Uma equipa enviada por Portugal com vários elementos da Polícia Judiciária e do Instituto de Medicina Legal esteve em Moçambique para acompanhar as investigações da morte do administrador do Banco BCI.
Nesta altura já regressaram e apenas um elemento da PJ ficou na capital moçambicana.
Homicídio ou suicídio? Morte gera dúvidas
Com 56 anos, era administrador do banco BCI, o maior de Moçambique, com capitais do grupo português Caixa Geral de Depósitos e do BPI.

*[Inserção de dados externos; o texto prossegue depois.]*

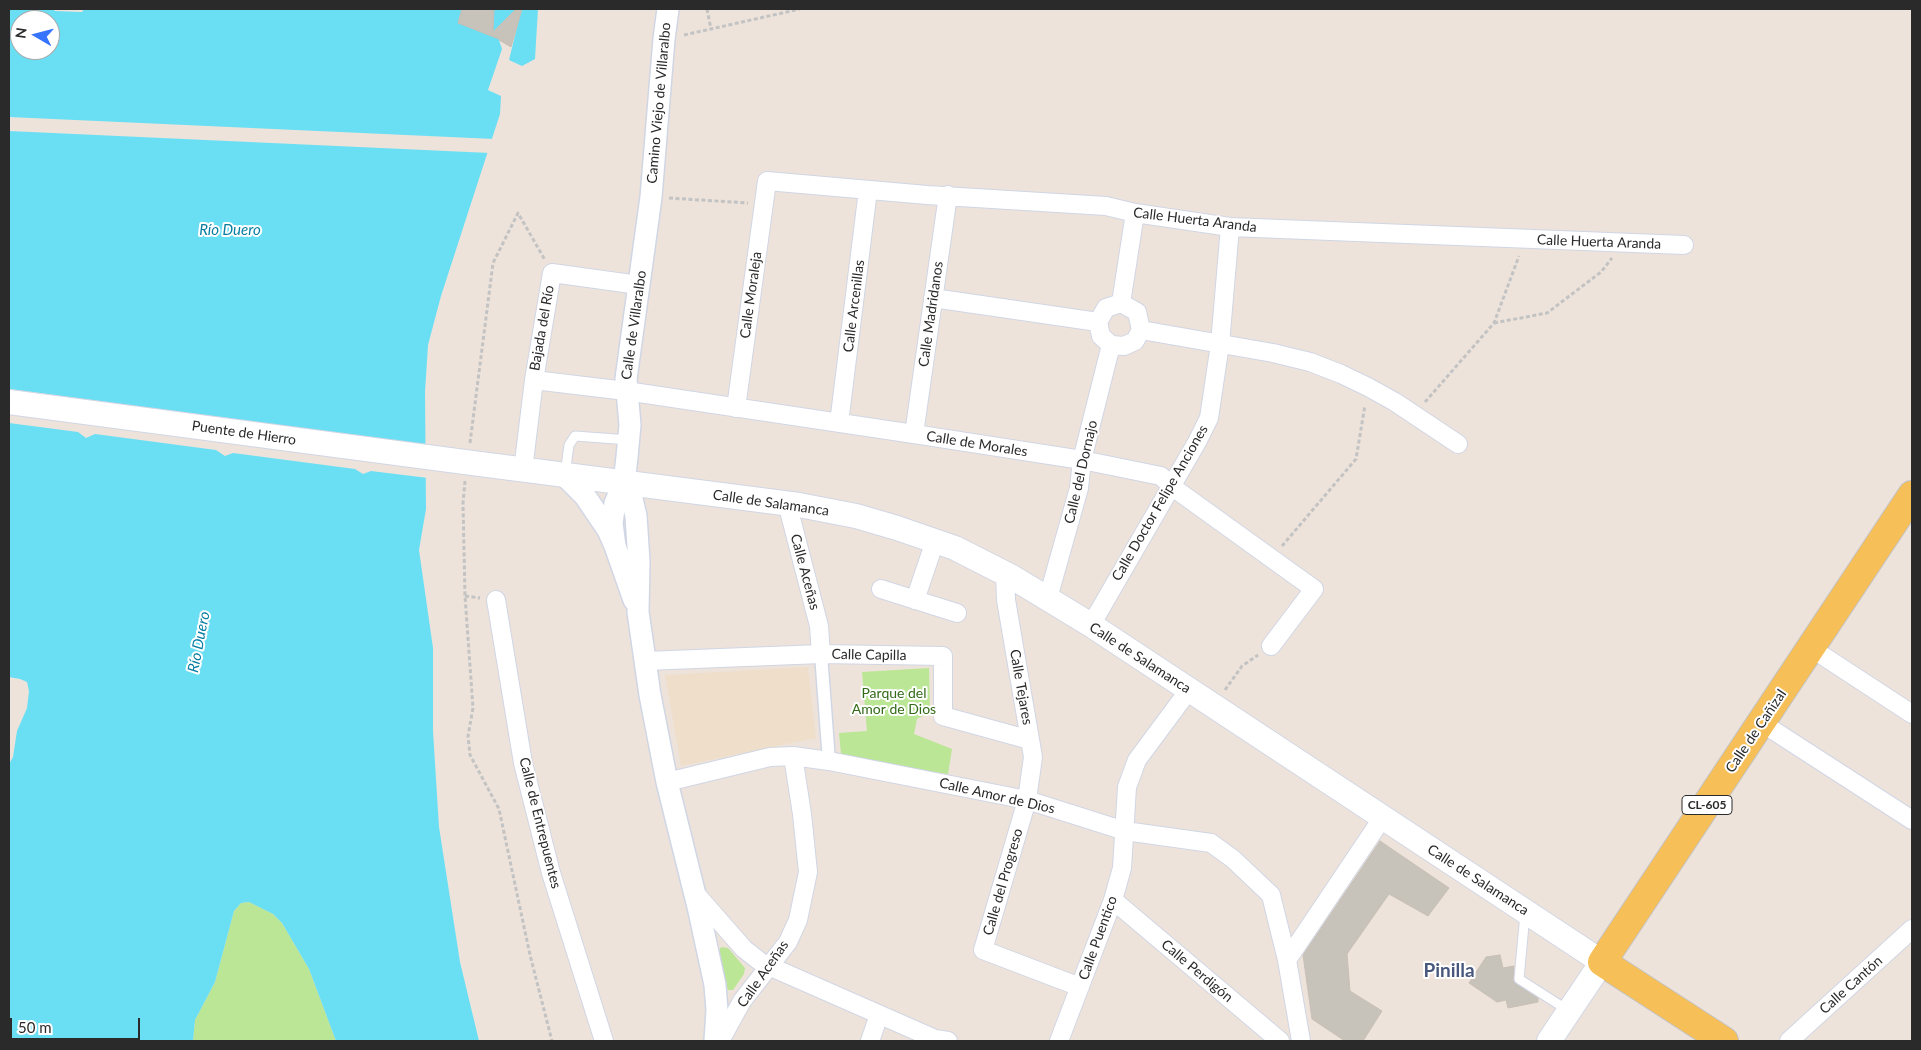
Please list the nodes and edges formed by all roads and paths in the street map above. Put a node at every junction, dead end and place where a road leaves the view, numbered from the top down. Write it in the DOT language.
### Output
graph roads {
  1 [pos="668,9"];
  2 [pos="707,9"];
  3 [pos="800,9"];
  4 [pos="711,28"];
  5 [pos="664,39"];
  6 [pos="767,181"];
  7 [pos="868,190"];
  8 [pos="948,195"];
  9 [pos="651,197"];
  10 [pos="764,204"];
  11 [pos="1135,213"];
  12 [pos="1230,227"];
  13 [pos="1525,239"];
  14 [pos="1626,243"];
  15 [pos="1684,245"];
  16 [pos="552,273"];
  17 [pos="639,285"];
  18 [pos="933,298"];
  19 [pos="1121,303"];
  20 [pos="1098,322"];
  21 [pos="1494,323"];
  22 [pos="1141,330"];
  23 [pos="1220,344"];
  24 [pos="1111,345"];
  25 [pos="534,380"];
  26 [pos="1368,387"];
  27 [pos="626,390"];
  28 [pos="9,402"];
  29 [pos="736,408"];
  30 [pos="474,410"];
  31 [pos="1414,414"];
  32 [pos="839,423"];
  33 [pos="914,434"];
  34 [pos="629,440"];
  35 [pos="1458,444"];
  36 [pos="1082,460"];
  37 [pos="480,464"];
  38 [pos="523,470"];
  39 [pos="565,476"];
  40 [pos="624,483"];
  41 [pos="1171,486"];
  42 [pos="1912,496"];
  43 [pos="463,503"];
  44 [pos="787,503"];
  45 [pos="935,541"];
  46 [pos="615,546"];
  47 [pos="1272,558"];
  48 [pos="1005,574"];
  49 [pos="881,589"];
  50 [pos="1048,598"];
  51 [pos="496,600"];
  52 [pos="915,600"];
  53 [pos="638,612"];
  54 [pos="957,613"];
  55 [pos="1091,625"];
  56 [pos="1271,646"];
  57 [pos="1811,648"];
  58 [pos="821,654"];
  59 [pos="645,662"];
  60 [pos="1189,690"];
  61 [pos="1214,706"];
  62 [pos="1912,714"];
  63 [pos="1762,723"];
  64 [pos="1030,740"];
  65 [pos="793,756"];
  66 [pos="829,761"];
  67 [pos="667,782"];
  68 [pos="1026,800"];
  69 [pos="1383,817"];
  70 [pos="1912,820"];
  71 [pos="1125,831"];
  72 [pos="695,893"];
  73 [pos="1113,900"];
  74 [pos="1525,911"];
  75 [pos="1912,929"];
  76 [pos="1288,960"];
  77 [pos="1602,962"];
  78 [pos="769,967"];
  79 [pos="1080,987"];
  80 [pos="1569,1012"];
  81 [pos="880,1015"];
  82 [pos="552,1041"];
  83 [pos="604,1041"];
  84 [pos="715,1041"];
  85 [pos="720,1041"];
  86 [pos="870,1041"];
  87 [pos="948,1041"];
  88 [pos="1059,1041"];
  89 [pos="1280,1041"];
  90 [pos="1301,1041"];
  91 [pos="1549,1041"];
  92 [pos="1724,1041"];
  93 [pos="1789,1041"];
  1 -- 5 [label="street, Camino Viejo de Villaralbo"];
  2 -- 4 [label="path"];
  3 -- 4 [label="path"];
  4 -- 5 [label="path"];
  5 -- 9 [label="street, Camino Viejo de Villaralbo"];
  6 -- 7 [label="street, Calle Huerta Aranda"];
  6 -- 10 [label="street, Calle Moraleja"];
  7 -- 8 [label="street, Calle Huerta Aranda"];
  7 -- 32 [label="street, Calle Arcenillas"];
  8 -- 11 [label="street, Calle Huerta Aranda"];
  8 -- 18 [label="street, Calle Madridanos"];
  9 -- 10 [label="path"];
  9 -- 17 [label="street, Calle de Villaralbo"];
  10 -- 29 [label="street, Calle Moraleja"];
  11 -- 12 [label="street, Calle Huerta Aranda"];
  11 -- 19 [label="street"];
  12 -- 13 [label="street, Calle Huerta Aranda"];
  12 -- 23 [label="street, Calle Doctor Felipe Anciones"];
  13 -- 14 [label="street, Calle Huerta Aranda"];
  13 -- 21 [label="path"];
  14 -- 15 [label="street, Calle Huerta Aranda"];
  14 -- 21 [label="path"];
  16 -- 17 [label="street, Bajada del Río"];
  16 -- 25 [label="street, Bajada del Río"];
  16 -- 30 [label="path"];
  17 -- 27 [label="street, Calle de Villaralbo"];
  18 -- 20 [label="street"];
  18 -- 33 [label="street, Calle Madridanos"];
  19 -- 20 [label="street"];
  19 -- 22 [label="street"];
  20 -- 24 [label="street"];
  21 -- 31 [label="path"];
  22 -- 23 [label="street"];
  22 -- 24 [label="street"];
  23 -- 26 [label="street"];
  23 -- 41 [label="street, Calle Doctor Felipe Anciones"];
  24 -- 36 [label="street, Calle del Dornajo"];
  25 -- 27 [label="street, Calle de Morales"];
  25 -- 38 [label="street, Bajada del Río"];
  26 -- 31 [label="street"];
  26 -- 47 [label="path"];
  27 -- 29 [label="street, Calle de Morales"];
  27 -- 34 [label="street, Calle de Villaralbo"];
  28 -- 37 [label="main road, Puente de Hierro, bridge"];
  29 -- 32 [label="street, Calle de Morales"];
  31 -- 35 [label="street"];
  32 -- 33 [label="street, Calle de Morales"];
  33 -- 36 [label="street, Calle de Morales"];
  34 -- 39 [label="lane"];
  34 -- 40 [label="street, Calle de Villaralbo"];
  36 -- 41 [label="street, Calle de Morales"];
  36 -- 50 [label="street, Calle del Dornajo"];
  37 -- 38 [label="main road, Calle de Salamanca"];
  38 -- 39 [label="main road, Calle de Salamanca"];
  39 -- 40 [label="main road, Calle de Salamanca"];
  39 -- 46 [label="street"];
  40 -- 44 [label="main road, Calle de Salamanca"];
  40 -- 46 [label="street"];
  40 -- 53 [label="street"];
  41 -- 47 [label="street, Calle de Morales"];
  41 -- 55 [label="street, Calle Doctor Felipe Anciones"];
  42 -- 57 [label="main road, Calle de Cañizal / CL-605"];
  43 -- 82 [label="path"];
  44 -- 45 [label="main road, Calle de Salamanca"];
  44 -- 58 [label="street, Calle Aceñas"];
  45 -- 48 [label="main road, Calle de Salamanca"];
  45 -- 52 [label="street"];
  46 -- 53 [label="street"];
  47 -- 56 [label="street, Calle de Morales"];
  48 -- 50 [label="main road, Calle de Salamanca"];
  48 -- 64 [label="street, Calle Tejares"];
  49 -- 52 [label="street"];
  50 -- 55 [label="main road, Calle de Salamanca"];
  51 -- 83 [label="street, Calle de Entrepuentes"];
  52 -- 54 [label="street"];
  53 -- 59 [label="street"];
  55 -- 60 [label="main road, Calle de Salamanca"];
  56 -- 61 [label="path"];
  57 -- 62 [label="street"];
  57 -- 63 [label="main road, Calle de Cañizal / CL-605"];
  58 -- 59 [label="street, Calle Capilla"];
  58 -- 64 [label="street, Calle Capilla"];
  58 -- 66 [label="street, Calle Aceñas"];
  59 -- 67 [label="street"];
  60 -- 61 [label="main road, Calle de Salamanca"];
  60 -- 71 [label="street, Calle Puentico"];
  61 -- 69 [label="main road, Calle de Salamanca"];
  63 -- 70 [label="street"];
  63 -- 77 [label="main road, Calle de Cañizal / CL-605"];
  64 -- 68 [label="street, Calle Tejares"];
  65 -- 66 [label="street, Calle Amor de Dios"];
  65 -- 67 [label="street, Calle Amor de Dios"];
  65 -- 78 [label="street, Calle Aceñas"];
  66 -- 68 [label="street, Calle Amor de Dios"];
  67 -- 72 [label="street"];
  68 -- 71 [label="street, Calle Amor de Dios"];
  68 -- 79 [label="street, Calle del Progreso"];
  69 -- 74 [label="main road, Calle de Salamanca"];
  69 -- 76 [label="street"];
  71 -- 73 [label="street, Calle Puentico"];
  71 -- 76 [label="street, Calle Amor de Dios"];
  72 -- 78 [label="street"];
  72 -- 84 [label="street"];
  73 -- 79 [label="street, Calle Puentico"];
  73 -- 89 [label="street, Calle Perdigón"];
  74 -- 77 [label="main road, Calle de Salamanca"];
  74 -- 80 [label="lane"];
  75 -- 93 [label="street, Calle Cantón"];
  76 -- 90 [label="street, Calle Amor de Dios"];
  77 -- 80 [label="main road, Calle de Cañizal"];
  77 -- 92 [label="main road, Calle de Salamanca"];
  78 -- 81 [label="street"];
  78 -- 85 [label="street, Calle Aceñas"];
  79 -- 88 [label="street, Calle Puentico"];
  80 -- 91 [label="main road, Calle de Cañizal"];
  81 -- 86 [label="street"];
  81 -- 87 [label="street"];
}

Foi encontrado no início da semana passada com vários cortes nas mãos, feridas no pescoço, numa coxa, no coração e nas costas, na casa de banho do Polana, o famoso hotel de luxo em Maputo, Moçambique.
Numa conferência de imprensa, o SERNIC, entidade equivalente à PJ, apresentou as conclusões da rápida investigação. Divulgou imagens captadas por câmaras de videovigilância, onde é possível ver o português numa loja a comprar duas facas, que as autoridades acreditam terem sido utilizadas pelo próprio para os cortes, e veneno para ratos.
Depois do pagamento, seguiu viagem até ao hotel.
Reunidas as várias peças, as imagens, o relatório médico-legal e as provas encontradas no local, o serviço de investigação criminal decidiu encerrar o caso.
Pedro Ferraz Correia era casado e tinha duas filhas.